Stored data entries >>
########################################
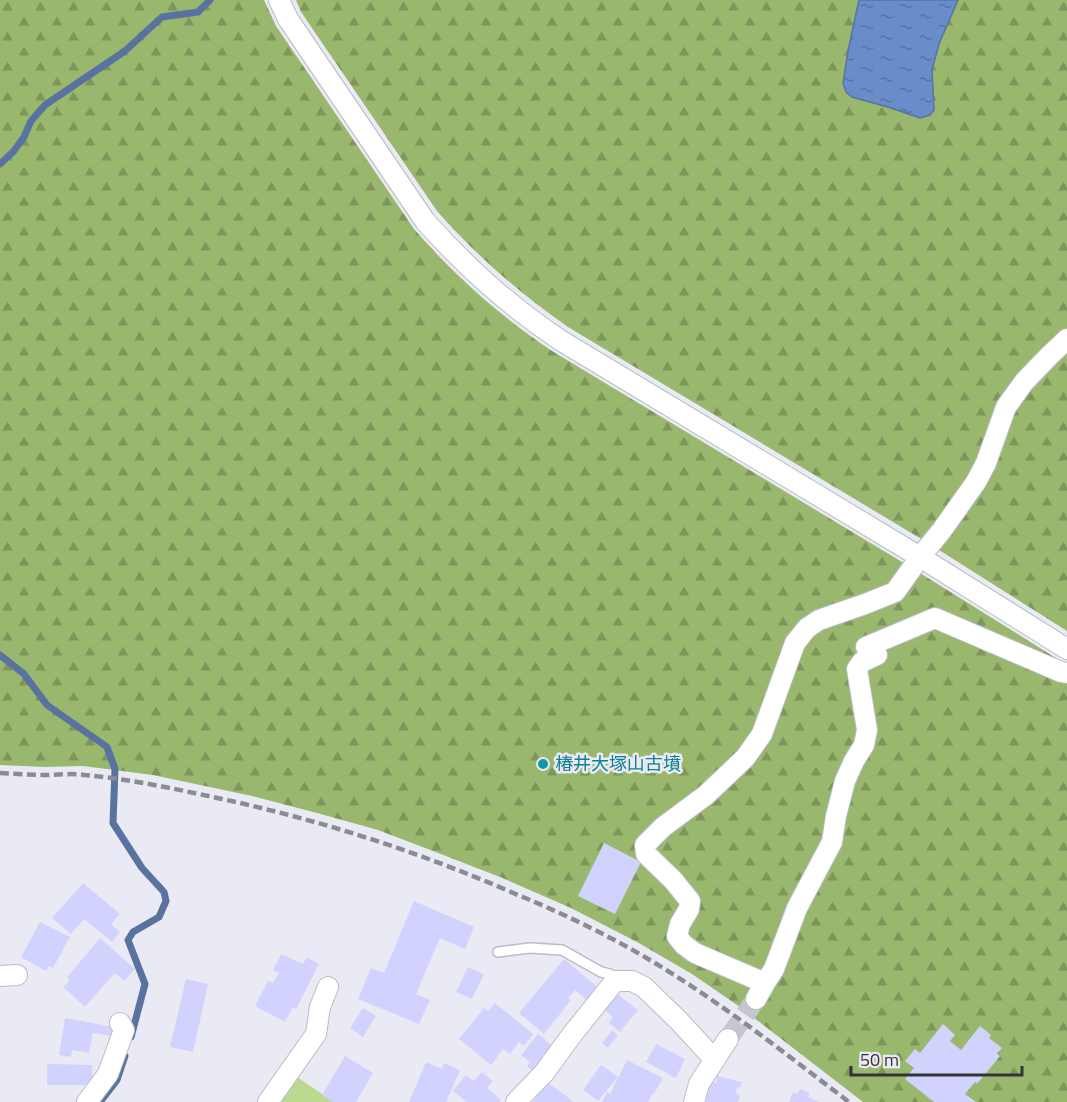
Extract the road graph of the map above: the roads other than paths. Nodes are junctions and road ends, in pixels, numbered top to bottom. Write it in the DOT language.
graph roads {
  1 [pos="279,0"];
  2 [pos="1067,339"];
  3 [pos="920,556"];
  4 [pos="1067,649"];
  5 [pos="1067,673"];
  6 [pos="498,952"];
  7 [pos="619,981"];
  8 [pos="328,987"];
  9 [pos="120,1023"];
  10 [pos="728,1038"];
  11 [pos="714,1059"];
  12 [pos="87,1102"];
  13 [pos="268,1102"];
  14 [pos="516,1102"];
  15 [pos="694,1102"];
  1 -- 3 [label="street"];
  2 -- 3 [label="street"];
  3 -- 4 [label="street"];
  3 -- 5 [label="street"];
  6 -- 7 [label="lane"];
  7 -- 11 [label="street"];
  7 -- 14 [label="street"];
  8 -- 13 [label="street"];
  9 -- 12 [label="street"];
  10 -- 11 [label="street"];
  11 -- 15 [label="street"];
}
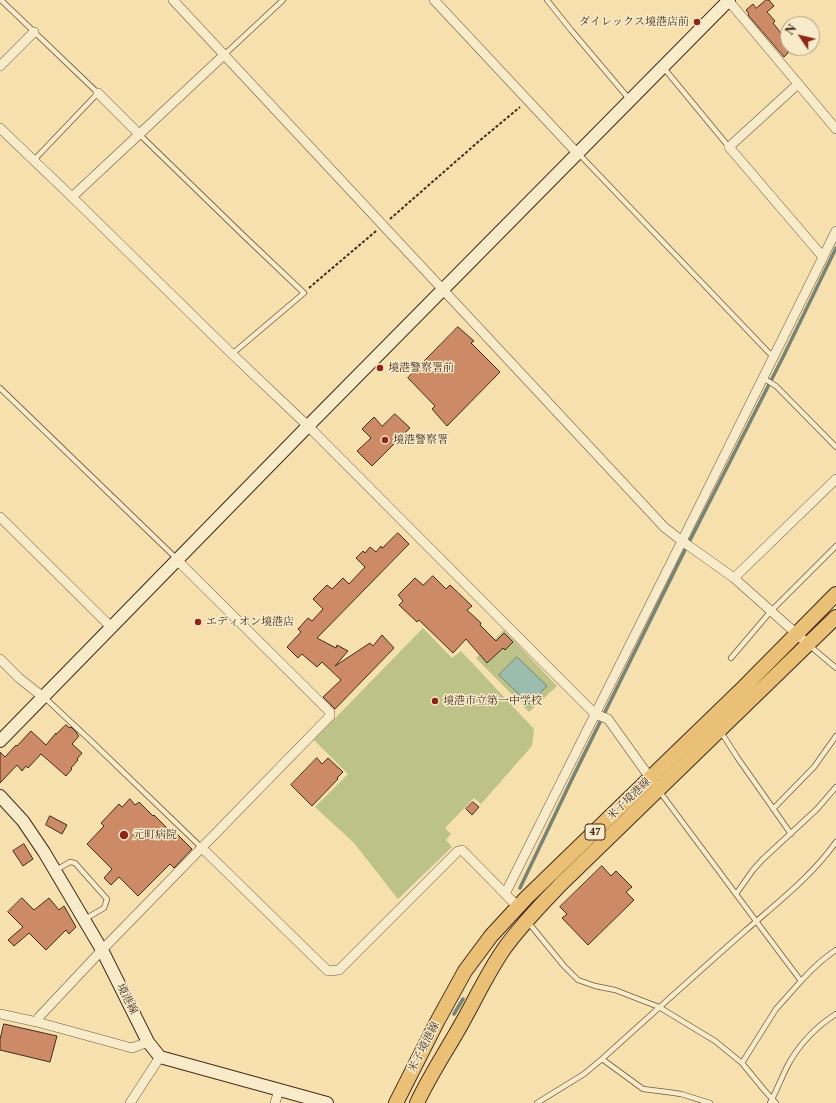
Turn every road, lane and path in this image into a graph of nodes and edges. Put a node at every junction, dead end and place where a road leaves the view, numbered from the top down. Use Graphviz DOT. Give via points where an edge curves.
########################################
WORK TO COMPLETE >>
Every entry must be transcribed exactly. Pictures do not belong in the copy.

WORKED SOLUTION >>
Extract the road graph of the map above: the roads other than paths. Nodes are junctions and road ends, in pixels, numbered top to bottom. Write it in the DOT language.
graph roads {
  1 [pos="279,0"];
  2 [pos="1067,339"];
  3 [pos="920,556"];
  4 [pos="1067,649"];
  5 [pos="1067,673"];
  6 [pos="498,952"];
  7 [pos="619,981"];
  8 [pos="328,987"];
  9 [pos="120,1023"];
  10 [pos="728,1038"];
  11 [pos="714,1059"];
  12 [pos="87,1102"];
  13 [pos="268,1102"];
  14 [pos="516,1102"];
  15 [pos="694,1102"];
  1 -- 3 [label="street"];
  2 -- 3 [label="street"];
  3 -- 4 [label="street"];
  3 -- 5 [label="street"];
  6 -- 7 [label="lane"];
  7 -- 11 [label="street"];
  7 -- 14 [label="street"];
  8 -- 13 [label="street"];
  9 -- 12 [label="street"];
  10 -- 11 [label="street"];
  11 -- 15 [label="street"];
}
Turn every road, lane and path in this image into a graph of nodes and edges. Put a node at every junction, dead end and place where a road leaves the view, numbered from the top down. Use Graphviz DOT. Give via points where an edge curves.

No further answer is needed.